Rationale: There is growing evidence that alveolar cell apoptosis plays an important role in emphysema pathogenesis, a chronic inflammatory lung disease characterized by alveolar destruction. The association of α₁-antitrypsin deficiency with the development of emphysema has supported the concept that protease/antiprotease imbalance mediates cigarette smoke–induced emphysema.

Objectives: We propose that, in addition to its antielastolytic effects, α₁-antitrypsin may have broader biological effects in the lung, preventing emphysema through inhibition of alveolar cells apoptosis.

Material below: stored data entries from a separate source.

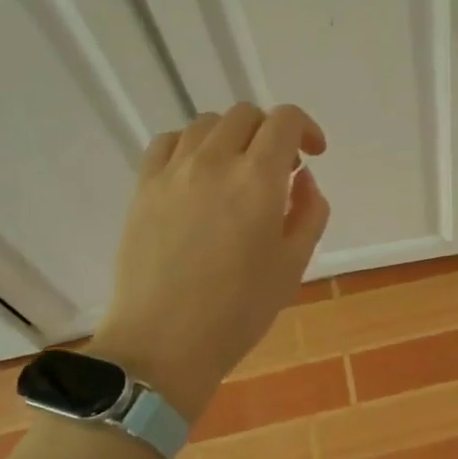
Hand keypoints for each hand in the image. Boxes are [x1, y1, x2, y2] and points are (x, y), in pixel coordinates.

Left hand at [89, 104, 329, 420]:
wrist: (163, 342)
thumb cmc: (239, 310)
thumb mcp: (294, 263)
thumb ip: (309, 211)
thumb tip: (302, 178)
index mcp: (259, 180)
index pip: (285, 120)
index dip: (306, 128)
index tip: (313, 155)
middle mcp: (215, 162)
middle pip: (247, 115)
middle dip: (271, 133)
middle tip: (279, 169)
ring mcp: (173, 172)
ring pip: (207, 123)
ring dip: (233, 137)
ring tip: (238, 171)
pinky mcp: (143, 187)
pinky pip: (169, 142)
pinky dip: (192, 145)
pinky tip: (199, 174)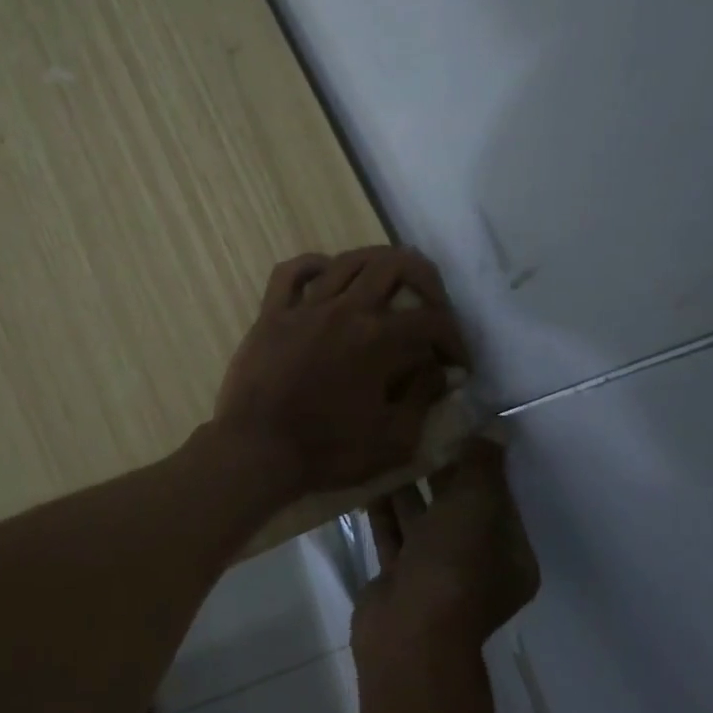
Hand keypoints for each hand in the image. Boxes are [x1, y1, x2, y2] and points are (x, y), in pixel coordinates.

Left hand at [210, 247, 468, 498]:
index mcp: (378, 339)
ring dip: (377, 264)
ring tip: (388, 285)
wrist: (256, 451)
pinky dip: (313, 265)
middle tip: (431, 307)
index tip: (457, 364)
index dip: (454, 340)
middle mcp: (345, 310)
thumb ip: (422, 399)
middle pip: (395, 265)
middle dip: (426, 280)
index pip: (432, 321)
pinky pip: (291, 272)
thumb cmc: (326, 452)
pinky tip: (326, 277)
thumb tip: (439, 372)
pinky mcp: (271, 314)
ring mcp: (305, 307)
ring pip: (348, 260)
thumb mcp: (393, 441)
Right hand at [352, 439, 539, 669]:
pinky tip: (368, 479)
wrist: (408, 631)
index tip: (454, 429)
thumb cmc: (454, 566)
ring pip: (422, 521)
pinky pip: (393, 534)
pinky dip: (383, 510)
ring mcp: (435, 574)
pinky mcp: (398, 578)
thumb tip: (492, 430)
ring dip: (408, 488)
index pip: (498, 499)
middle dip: (439, 472)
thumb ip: (483, 466)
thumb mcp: (477, 506)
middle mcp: (476, 565)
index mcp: (510, 555)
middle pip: (458, 508)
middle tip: (416, 432)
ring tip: (388, 447)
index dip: (478, 464)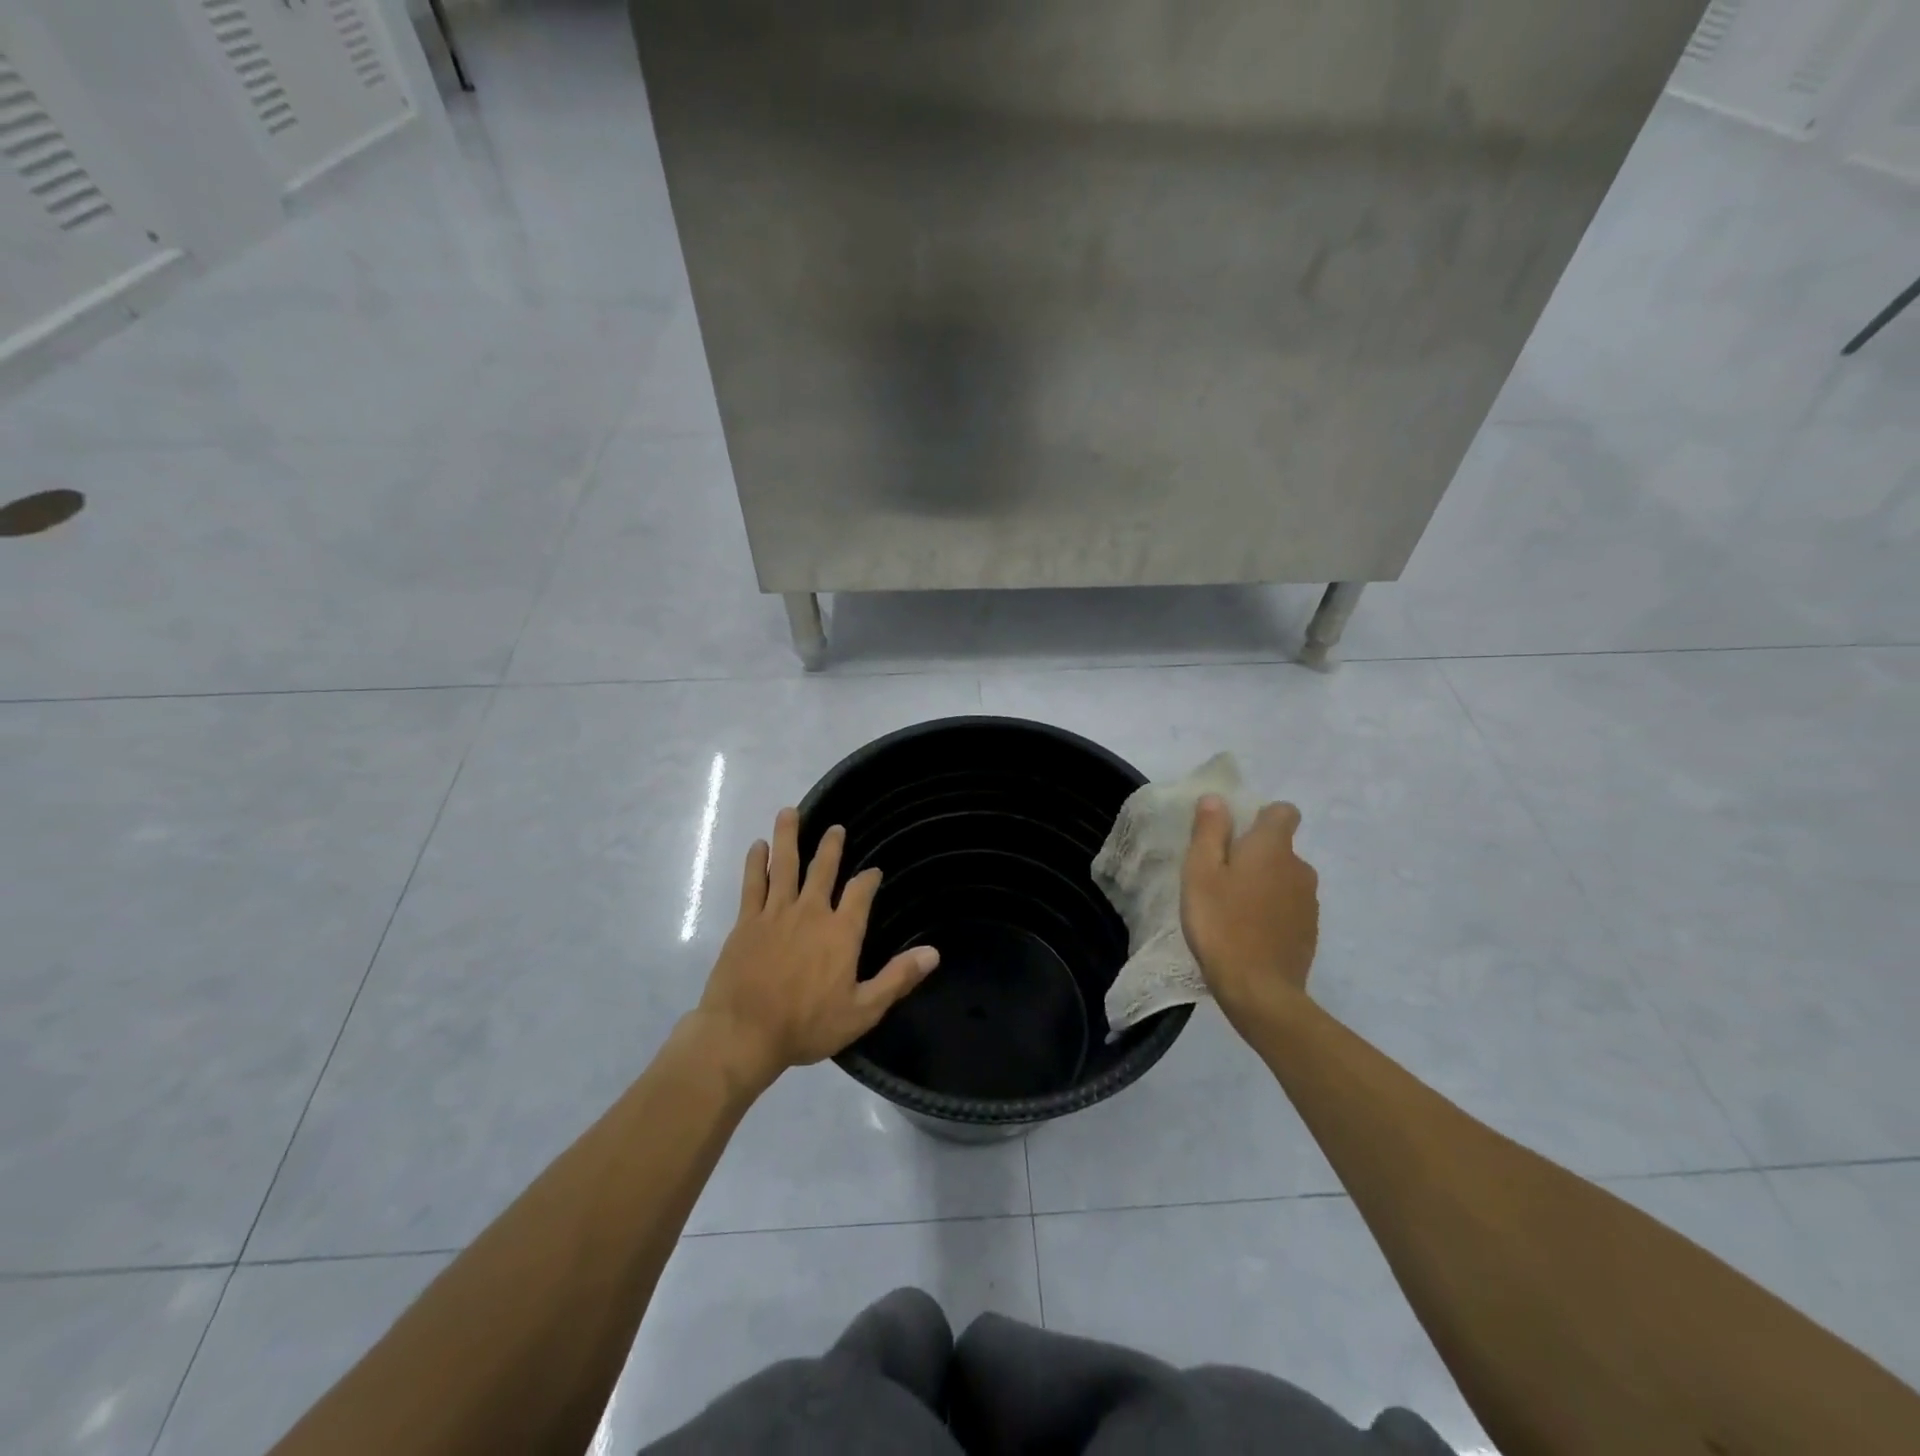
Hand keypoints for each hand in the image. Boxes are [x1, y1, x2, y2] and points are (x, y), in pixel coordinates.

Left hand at [694, 808, 938, 1088]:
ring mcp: (776, 913)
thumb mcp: (862, 1010)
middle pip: (822, 869)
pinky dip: (756, 862)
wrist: (744, 1033)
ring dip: (788, 836)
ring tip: (789, 811)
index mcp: (841, 932)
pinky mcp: (747, 921)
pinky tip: (758, 845)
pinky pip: (753, 883)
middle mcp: (811, 912)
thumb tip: (933, 953)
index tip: (873, 871)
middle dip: (831, 846)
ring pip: (784, 865)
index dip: (868, 879)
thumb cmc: (806, 1025)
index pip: (860, 893)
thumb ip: (897, 978)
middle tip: (835, 828)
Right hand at [1181, 795, 1319, 1032]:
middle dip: (1256, 856)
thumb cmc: (1221, 923)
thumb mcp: (1200, 872)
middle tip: (1221, 880)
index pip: (1283, 812)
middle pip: (1280, 848)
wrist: (1259, 990)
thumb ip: (1209, 831)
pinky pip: (1289, 908)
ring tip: (1232, 910)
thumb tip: (1217, 799)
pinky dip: (1272, 913)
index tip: (1235, 836)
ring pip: (1285, 879)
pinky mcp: (1309, 932)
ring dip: (1264, 886)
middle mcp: (1300, 868)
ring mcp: (1309, 902)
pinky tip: (1248, 934)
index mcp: (1273, 847)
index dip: (1261, 817)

Methods, Measurements, and Main Results: Transduction of human α₁-antitrypsin via replication-deficient adeno-associated virus attenuated airspace enlargement and emphysema caused by inhibition of vascular endothelial growth factor (VEGF) receptors with SU5416 in mice, a model of apoptosis-dependent emphysema lacking neutrophilic inflammation. The overexpressed human serine protease inhibitor accumulated in lung cells and suppressed caspase-3 activation and oxidative stress in lungs treated with the VEGF blocker or with VEGF receptor-1 and -2 antibodies. Similar results were obtained in SU5416-treated rats given human α₁-antitrypsin intravenously.

Conclusions: Our findings suggest that inhibition of structural alveolar cell apoptosis by α₁-antitrypsin represents a novel protective mechanism of the serpin against emphysema. Further elucidation of this mechanism may extend the therapeutic options for emphysema caused by reduced level or loss of function of α₁-antitrypsin.